Economy of South Africa

economy

KEY FACTS 2015

GNI:  US$334.2 billion

GNI p.c.: US$6,080

GDP growth:  1.3% p.a. 2011–15

Inflation:   4.6% p.a. 2011–15


Apartheid left South Africa with unequal distributions of income, distorted patterns of population settlement, imbalances in skills, low productivity and a large and inefficient bureaucracy. Furthermore, in the last decade of the old regime, prolonged recession (from low gold and other commodity prices, high expenditure on security forces, economic sanctions and disinvestment) led to weakening of the economic fabric. GDP grew by one per cent p.a. 1980–90.

In August 2000, the government announced a programme of privatisation in telecoms, energy and transport, accounting for a substantial part of the state industrial sector. The large state companies would first be restructured and then privatised. But since many government supporters opposed this programme, progress was slow.

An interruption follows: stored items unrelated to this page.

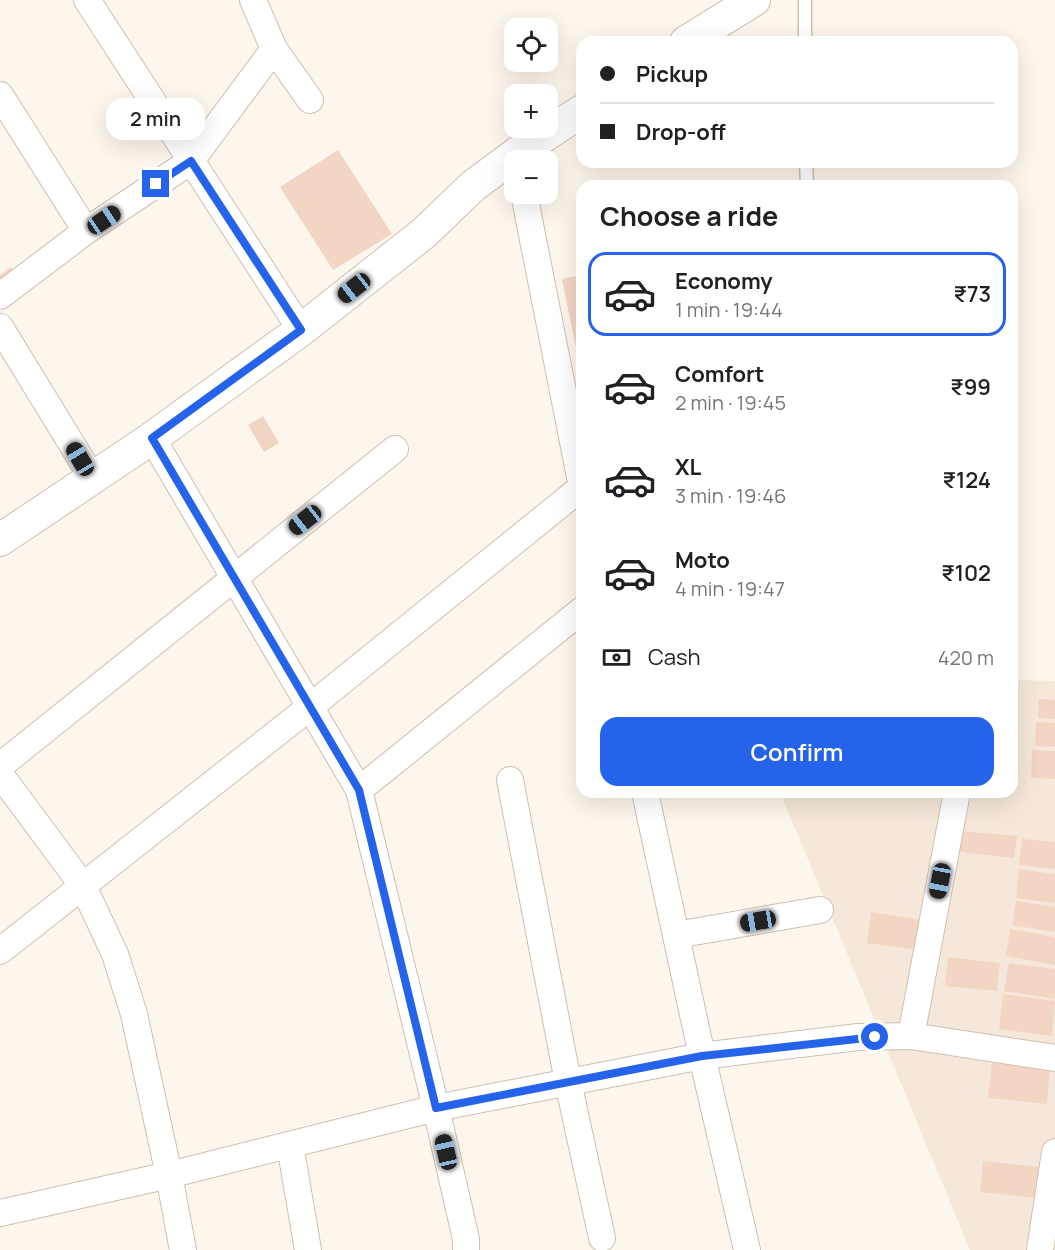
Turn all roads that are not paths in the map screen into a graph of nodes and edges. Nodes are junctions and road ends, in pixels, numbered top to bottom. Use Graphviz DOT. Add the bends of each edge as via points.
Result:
graph roads {
  1 [pos="87,0"];
  2 [pos="253,0"];
  3 [pos="754,0"];
  4 [pos="805,0"];
  5 [pos="696,36"];
  6 [pos="804,36"];
  7 [pos="274,50"];
  8 [pos="0,95"];
  9 [pos="310,100"];
  10 [pos="576,115"];
  11 [pos="526,150"];
  12 [pos="191,161"];
  13 [pos="504,165"];
  14 [pos="526,204"];
  15 [pos="86,231"];
  16 [pos="0,296"];
  17 [pos="0,327"];
  18 [pos="301,330"];
  19 [pos="152,438"];
  20 [pos="395,449"];
  21 [pos="576,457"];
  22 [pos="92,477"];
  23 [pos="576,492"];
  24 [pos="0,540"];
  25 [pos="233,577"];
  26 [pos="576,615"];
  27 [pos="310,706"];
  28 [pos="0,766"];
  29 [pos="0,774"];
  30 [pos="510,780"];
  31 [pos="359,790"];
  32 [pos="646,798"];
  33 [pos="956,798"];
  34 [pos="83,886"];
  35 [pos="820,910"];
  36 [pos="676,935"];
  37 [pos="0,951"];
  38 [pos="911,1036"];
  39 [pos="702,1056"];
  40 [pos="1055,1058"];
  41 [pos="568,1082"];
  42 [pos="436,1108"];
  43 [pos="290,1145"];
  44 [pos="1055,1152"];
  45 [pos="170,1175"];
  46 [pos="0,1212"];
  47 [pos="602,1238"];
  48 [pos="183,1250"];
  49 [pos="309,1250"];
  50 [pos="466,1250"];
  51 [pos="747,1250"];
  52 [pos="1040,1250"];
  1 -- 12 [label="street"];
  2 -- 7 [label="street"];
  3 -- 5 [label="street"];
  4 -- 6 [label="lane"];
  7 -- 9 [label="street"];
  7 -- 12 [label="street"];
  8 -- 15 [label="street"];
  10 -- 11 [label="street"];
  12 -- 15 [label="street"];
  12 -- 18 [label="street"];
  13 -- 18 [label="street" via="473,186 424,233"];
  14 -- 21 [label="street"];
  15 -- 16 [label="street"];
  17 -- 22 [label="street"];
  18 -- 19 [label="street"];
  19 -- 22 [label="street"];
  19 -- 25 [label="street"];
  20 -- 25 [label="street"];
  22 -- 24 [label="street"];
  23 -- 27 [label="street"];
  25 -- 27 [label="street"];
  25 -- 28 [label="street"];
  26 -- 31 [label="street"];
  27 -- 31 [label="street"];
  27 -- 34 [label="street"];
  29 -- 34 [label="street"];
  30 -- 41 [label="street"];
  31 -- 42 [label="street"];
  32 -- 36 [label="street"];
  33 -- 38 [label="street"];
  34 -- 37 [label="street"];
  34 -- 45 [label="street" via="115,954 134,1014"];
  35 -- 36 [label="street"];
  36 -- 39 [label="street"];
  38 -- 39 [label="street" via="858,1037"];
  38 -- 40 [label="street"];
  39 -- 41 [label="street"];
  39 -- 51 [label="street"];
  41 -- 42 [label="street"];
  41 -- 47 [label="street"];
  42 -- 43 [label="street"];
  42 -- 50 [label="street"];
  43 -- 45 [label="street"];
  43 -- 49 [label="street"];
  44 -- 52 [label="street"];
  45 -- 46 [label="street"];
  45 -- 48 [label="street"];
}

From the mid-1990s the economy picked up, led by manufacturing, tourism and financial services. It slowed in 1998 and then continued to grow steadily from 1999, recording growth of 2.1 per cent p.a. during 1990–2000. The government has promoted a programme of black economic empowerment, notably through the Broad Based Black Economic Empowerment Act 2003, which gives previously marginalised groups opportunities that were unavailable to them in the apartheid era.

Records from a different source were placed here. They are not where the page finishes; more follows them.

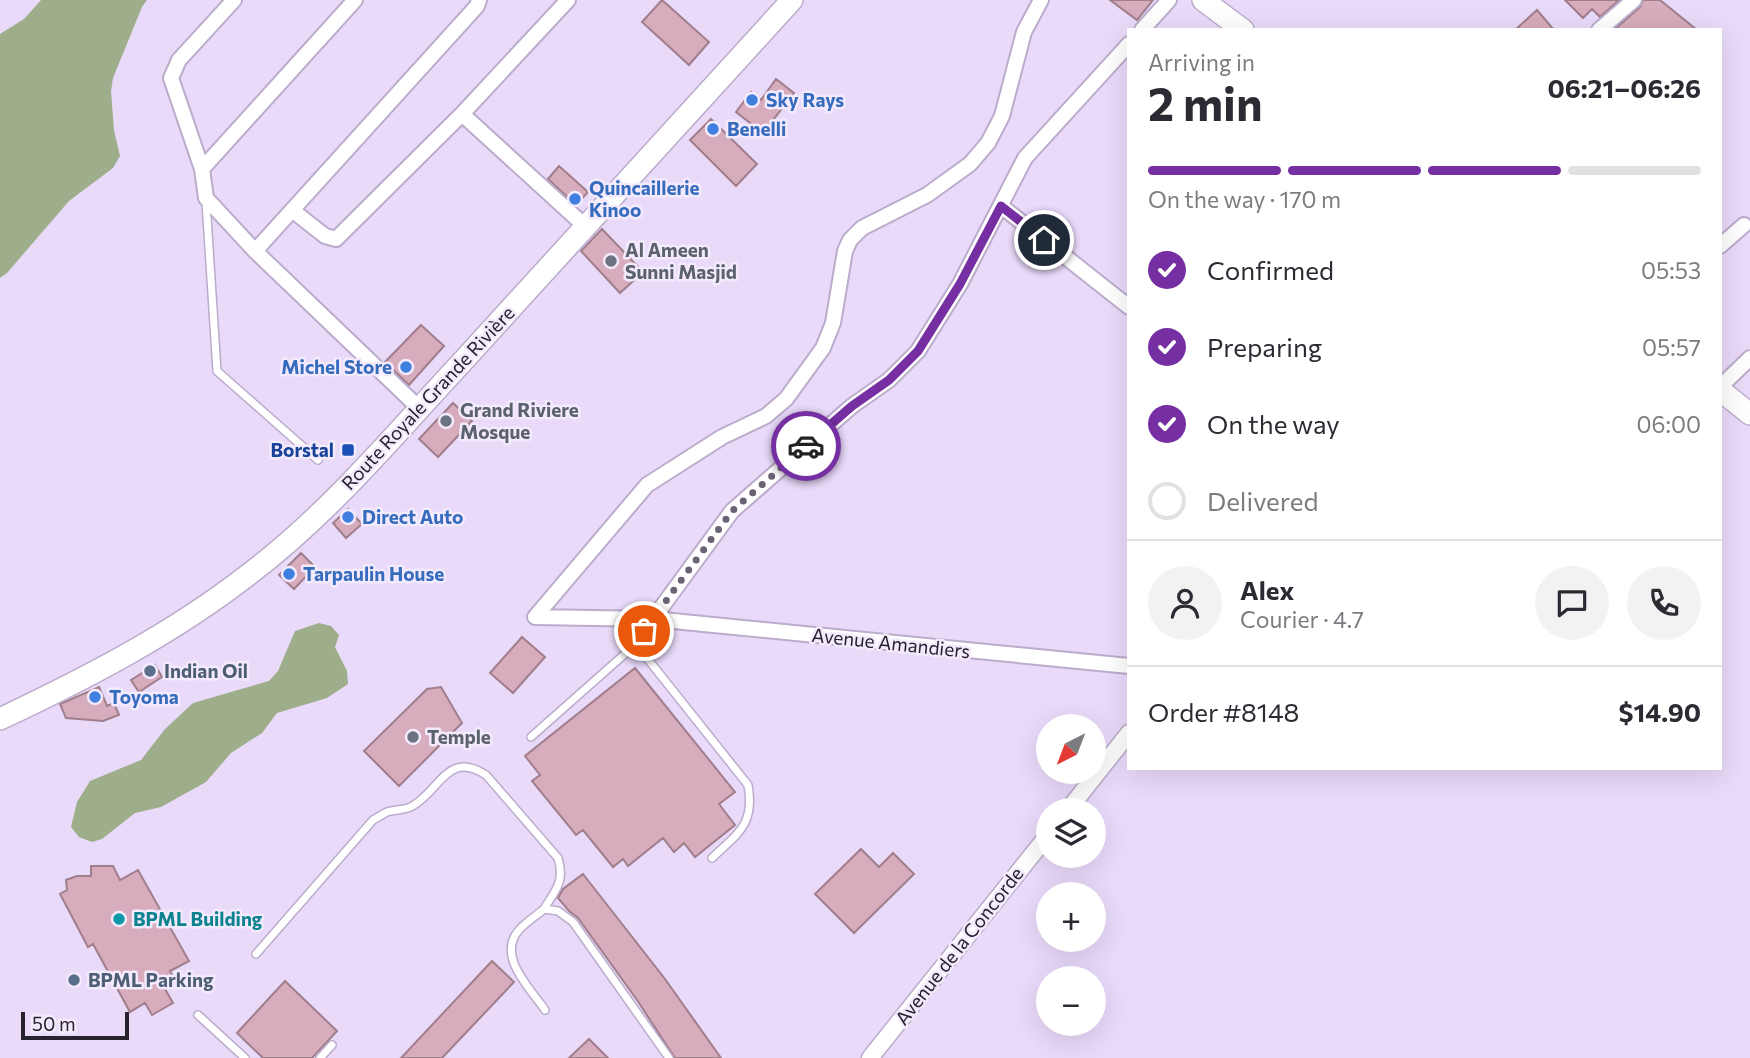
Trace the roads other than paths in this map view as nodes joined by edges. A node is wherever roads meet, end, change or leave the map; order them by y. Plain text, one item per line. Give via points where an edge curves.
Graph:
1 (234, 0) edge
2 (355, 0) edge
3 (480, 0) edge
4 (568, 0) edge
5 (792, 0) edge
6 (1041, 0) edge
7 (1169, 0) edge
8 (1203, 0) edge
9 (1634, 0) edge
10 (1144, 28) edge
11 (1240, 28) edge
12 (1601, 28) edge
13 (1127, 46) edge
14 (462, 114) junction
15 (202, 169) junction
16 (206, 198) junction
17 (1001, 206) junction
18 (292, 210) junction
19 (1744, 225) dead end
20 (586, 227) junction
21 (1722, 244) edge
22 (255, 251) junction
23 (1127, 305) edge
24 (1750, 358) edge
25 (1722, 387) edge
26 (1722, 391) edge
27 (419, 408) junction
28 (1750, 414) edge
29 (318, 460) dead end
30 (653, 619) junction
31 (635, 643) junction
32 (1127, 666) edge
33 (0, 719) edge
34 (1127, 736) edge
35 (531, 737) dead end
36 (1078, 798) edge
37 (1036, 850) edge
38 (712, 858) dead end
39 (544, 909) junction
40 (256, 954) dead end
41 (545, 1010) dead end
42 (198, 1015) dead end
43 (332, 1045) dead end
44 (245, 1058) edge
45 (320, 1058) edge
46 (669, 1058) edge
47 (870, 1058) edge

1 - 15 street via 179,60 171,78
2 - 15 street
3 - 18 street
4 - 14 street
5 - 20 main road, Route Royale Grande Rivière
6 - 30 street, Avenue Amandiers via 1024,32 1002,116 988,144 970,164 927,195 862,228 850,240 833,323 823,348 786,399 766,416 722,437 647,485 535,617
7 - 10 street
8 - 11 main road
9 - 12 street
13 - 17 street via 1026,158
14 - 18 street via 336,239 325,236
14 - 20 street
15 - 16 street
16 - 22 street
16 - 29 lane via 217,370
17 - 23 street
17 - 30 street via 918,351 732,511
18 - 22 street
19 - 21 street
20 - 27 main road, Route Royale Grande Rivière
22 - 27 street
24 - 25 street
26 - 28 main road
27 - 33 main road, Route Royale Grande Rivière via 307,527 211,604 75,684
30 - 31 lane
30 - 32 street, Avenue Amandiers
31 - 35 lane
31 - 38 lane via 748,785 751,804 746,824
34 - 36 street
37 - 47 street, Avenue de la Concorde
39 - 40 lane via 560,883 558,858 486,775 463,765 453,768 414,805 373,820
39 - 41 lane via 518,931 509,946 512,961
39 - 46 lane via 558,911 573,922
42 - 44 lane
43 - 45 lane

Strong domestic demand, as a result of rising disposable income and wealth, has driven the good steady growth during the 2000s, averaging 4.7 per cent p.a. during 2004–08, with relatively low inflation. This long period of good growth was interrupted in the world economic downturn of 2008–09. The economy expanded by 3.6 per cent in 2008 and contracted by 1.5 per cent in 2009. It soon recovered, sustaining a growth rate of about 2.5 per cent p.a. 2010–15.

 

Mining, oil and gas

The country has the world’s largest reserves of gold, manganese, platinum, chromium, andalusite, vanadium and alumino-silicates. It has substantial amounts of antimony, asbestos, coal, copper, diamonds, iron ore, lead, oil and gas, titanium, uranium, vermiculite, zinc and zirconium. Mining and minerals processing accounts for more than half of export revenue.

Offshore oil production from fields south-west of the Cape started in 1997 and substantial reserves of natural gas were discovered off the west coast in 2001. In October 2014 the government announced plans to intensify offshore oil and gas exploration.